Mystery solved. So Tom was out looking for a lost hiker. Now all Laura wanted to do was drink her wine and enjoy the moonlight.
But Mina stood there, implacable. Mina thought that every employee on the ranch needed to listen to her take on things. In her mind, they were all her children and she could tell them what to do. She dispensed advice freely, and her pronouncements rang with absolute conviction, giving you the impression that she knew more about you than you could ever hope to know about yourself. “What you need is a man,” she’d say. Or, “Your problem is, you’re too shy. You need to get out more, see some people.”
Now she cocked her head at Laura. Movement behind her eyes; Laura could almost hear the gears grinding.
“Thanks, Mina. I’ve had a long drive so think I’d like to just have this wine and—”
“You look like hell,” Mina said flatly.
“Well, thanks. I really like hearing that.”
“You been sleeping well?”
“I’m fine.”
“No you’re not. Something’s bothering you. Ever since that thing at the warehouse. It’s not natural to bounce back from something like that. Tom being good to you?”
“Of course he is.”
Mina looked dubious. “Well, something’s going on. I can tell from your aura.”
“I’m okay,” Laura said. But the flickering candle in the cheap little net-covered bowl on the table seemed to intrude on her vision on the right side. Her eye felt watery, but when she reached up to wipe her eyes, there were no tears. Just a shimmering brightness wavering at the edge of her vision. Strange.
Mina leaning forward, scrutinizing her. “You okay?”
“I’m fine.”
Mina sniffed. “One of these days, you’re going to accept help when it’s offered.”Then she walked over to the other table.
Lights blinking at the edge of her right eye. The strangest sensation. Laura closed her eyes, but the lights kept jiggling and flashing.
Something like this had happened to her before. Once at a motel when she was investigating the Musicman case, and once on the plane back from Florida. But both times it went away, so she just forgot about it.
She took a gulp of wine, felt its warmth coursing down—comfort. She closed her eyes against the watery light, and willed it to go away this time, too.
*
By the time she got back to her house, her vision was fine.
Had to be stress-related.
The wine made her drowsy. She fell asleep and woke up to an empty bed. Tom must still be out looking for the hiker. Now that she knew where he was, she was fine with it. He didn’t leave her a note because he didn’t know she was coming back. That simple.
She walked into the alcove between the bedroom and kitchen where she kept her home computer, turned it on, then continued on to the kitchen and made herself some coffee and toast. On the Google homepage she typed, “+vision problems +lights.”
A slew of articles came up. Laura felt a tightness in her chest as she read the descriptions—diabetic retinopathy, macular degeneration, detached retina, migraine, blindness, brain tumor.
Scaring herself.
She logged off. It was just stress.

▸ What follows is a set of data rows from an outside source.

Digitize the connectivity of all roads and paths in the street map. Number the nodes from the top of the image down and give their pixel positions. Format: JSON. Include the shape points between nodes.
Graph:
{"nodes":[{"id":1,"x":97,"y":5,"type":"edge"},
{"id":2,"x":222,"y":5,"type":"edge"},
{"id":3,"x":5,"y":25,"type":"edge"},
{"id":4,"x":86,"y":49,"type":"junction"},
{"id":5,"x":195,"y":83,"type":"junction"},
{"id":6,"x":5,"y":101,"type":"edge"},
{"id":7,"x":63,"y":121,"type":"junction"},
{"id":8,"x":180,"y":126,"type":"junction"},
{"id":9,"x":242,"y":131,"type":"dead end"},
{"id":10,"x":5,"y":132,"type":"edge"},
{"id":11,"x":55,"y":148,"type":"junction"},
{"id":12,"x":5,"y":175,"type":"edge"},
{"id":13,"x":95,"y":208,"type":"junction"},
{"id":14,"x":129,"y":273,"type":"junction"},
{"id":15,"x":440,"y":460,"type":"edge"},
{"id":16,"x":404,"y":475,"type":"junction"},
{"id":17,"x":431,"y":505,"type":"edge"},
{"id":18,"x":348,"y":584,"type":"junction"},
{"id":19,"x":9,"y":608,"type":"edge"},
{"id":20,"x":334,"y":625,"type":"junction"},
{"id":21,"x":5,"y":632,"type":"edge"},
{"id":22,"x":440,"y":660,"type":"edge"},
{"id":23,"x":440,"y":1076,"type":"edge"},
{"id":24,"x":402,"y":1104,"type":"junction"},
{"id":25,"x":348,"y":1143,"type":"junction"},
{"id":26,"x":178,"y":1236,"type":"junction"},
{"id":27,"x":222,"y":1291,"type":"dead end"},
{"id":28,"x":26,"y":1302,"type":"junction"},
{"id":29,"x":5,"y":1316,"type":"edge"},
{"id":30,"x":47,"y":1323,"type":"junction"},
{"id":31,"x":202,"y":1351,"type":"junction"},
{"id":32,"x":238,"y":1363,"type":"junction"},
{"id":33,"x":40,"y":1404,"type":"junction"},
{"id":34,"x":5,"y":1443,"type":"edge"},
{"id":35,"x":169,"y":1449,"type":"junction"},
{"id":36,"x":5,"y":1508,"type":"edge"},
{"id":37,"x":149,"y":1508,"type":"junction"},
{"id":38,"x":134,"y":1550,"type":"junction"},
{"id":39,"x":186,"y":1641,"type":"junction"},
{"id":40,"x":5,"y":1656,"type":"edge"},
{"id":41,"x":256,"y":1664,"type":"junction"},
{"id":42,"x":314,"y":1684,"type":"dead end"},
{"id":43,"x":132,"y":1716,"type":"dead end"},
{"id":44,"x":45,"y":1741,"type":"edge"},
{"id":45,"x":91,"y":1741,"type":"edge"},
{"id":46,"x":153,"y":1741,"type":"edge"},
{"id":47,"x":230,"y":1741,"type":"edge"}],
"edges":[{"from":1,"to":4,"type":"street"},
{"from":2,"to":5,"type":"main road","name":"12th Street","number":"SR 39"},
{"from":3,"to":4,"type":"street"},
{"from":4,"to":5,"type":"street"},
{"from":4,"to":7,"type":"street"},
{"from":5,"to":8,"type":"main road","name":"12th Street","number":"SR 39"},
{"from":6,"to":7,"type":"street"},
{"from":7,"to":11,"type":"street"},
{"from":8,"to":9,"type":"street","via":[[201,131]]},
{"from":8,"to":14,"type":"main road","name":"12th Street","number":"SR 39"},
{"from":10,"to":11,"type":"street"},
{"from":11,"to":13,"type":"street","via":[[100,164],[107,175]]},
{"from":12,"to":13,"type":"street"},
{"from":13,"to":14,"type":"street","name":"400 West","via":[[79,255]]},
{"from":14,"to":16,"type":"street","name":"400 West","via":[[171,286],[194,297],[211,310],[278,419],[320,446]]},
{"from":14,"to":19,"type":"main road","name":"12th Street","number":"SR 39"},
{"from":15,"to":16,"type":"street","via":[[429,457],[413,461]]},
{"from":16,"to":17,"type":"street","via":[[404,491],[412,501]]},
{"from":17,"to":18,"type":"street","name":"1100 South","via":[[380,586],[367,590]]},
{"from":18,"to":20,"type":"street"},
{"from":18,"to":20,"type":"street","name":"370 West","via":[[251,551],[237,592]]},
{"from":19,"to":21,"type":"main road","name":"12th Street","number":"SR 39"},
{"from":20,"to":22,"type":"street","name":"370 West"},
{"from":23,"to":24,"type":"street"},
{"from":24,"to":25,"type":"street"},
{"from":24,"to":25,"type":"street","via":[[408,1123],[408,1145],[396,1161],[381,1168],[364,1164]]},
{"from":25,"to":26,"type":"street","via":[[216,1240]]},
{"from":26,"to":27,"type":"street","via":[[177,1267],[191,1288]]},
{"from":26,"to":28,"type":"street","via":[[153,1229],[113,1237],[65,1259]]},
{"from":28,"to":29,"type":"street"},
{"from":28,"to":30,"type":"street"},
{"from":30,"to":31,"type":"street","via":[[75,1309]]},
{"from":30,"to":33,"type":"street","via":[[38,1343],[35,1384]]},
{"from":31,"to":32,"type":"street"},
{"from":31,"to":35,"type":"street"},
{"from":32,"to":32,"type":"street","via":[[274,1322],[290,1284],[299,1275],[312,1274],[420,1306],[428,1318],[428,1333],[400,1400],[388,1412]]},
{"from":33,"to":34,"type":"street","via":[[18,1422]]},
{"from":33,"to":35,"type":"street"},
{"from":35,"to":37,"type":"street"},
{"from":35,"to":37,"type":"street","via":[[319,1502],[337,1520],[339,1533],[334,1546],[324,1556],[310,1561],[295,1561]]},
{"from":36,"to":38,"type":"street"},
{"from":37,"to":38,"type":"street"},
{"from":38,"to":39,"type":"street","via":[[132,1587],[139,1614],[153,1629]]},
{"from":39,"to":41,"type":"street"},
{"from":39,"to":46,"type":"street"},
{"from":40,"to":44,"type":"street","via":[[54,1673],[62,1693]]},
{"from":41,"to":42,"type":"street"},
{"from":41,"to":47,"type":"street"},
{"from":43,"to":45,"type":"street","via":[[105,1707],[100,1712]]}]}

She’d had a scare with Jamie Cottle, the way he slipped into the car so fast, catching her off guard.
Seeing her death just before he pulled out those papers.
Something every cop lived with—every smart cop, anyway. You never knew when you left the house if you would be coming back.
But Laura knew she was jumpier than usual, and Mina was right about her lack of sleep. When your job depended on alertness, that wasn’t good.
Maybe Frank Entwistle was right. Maybe she did live in a glass house.
She heard scuffling on the roof. The bobcat kittens, playing again. They were getting big. Hector, the guy who looked after the houses, was worried about the wiring, that the cats might be tearing it up.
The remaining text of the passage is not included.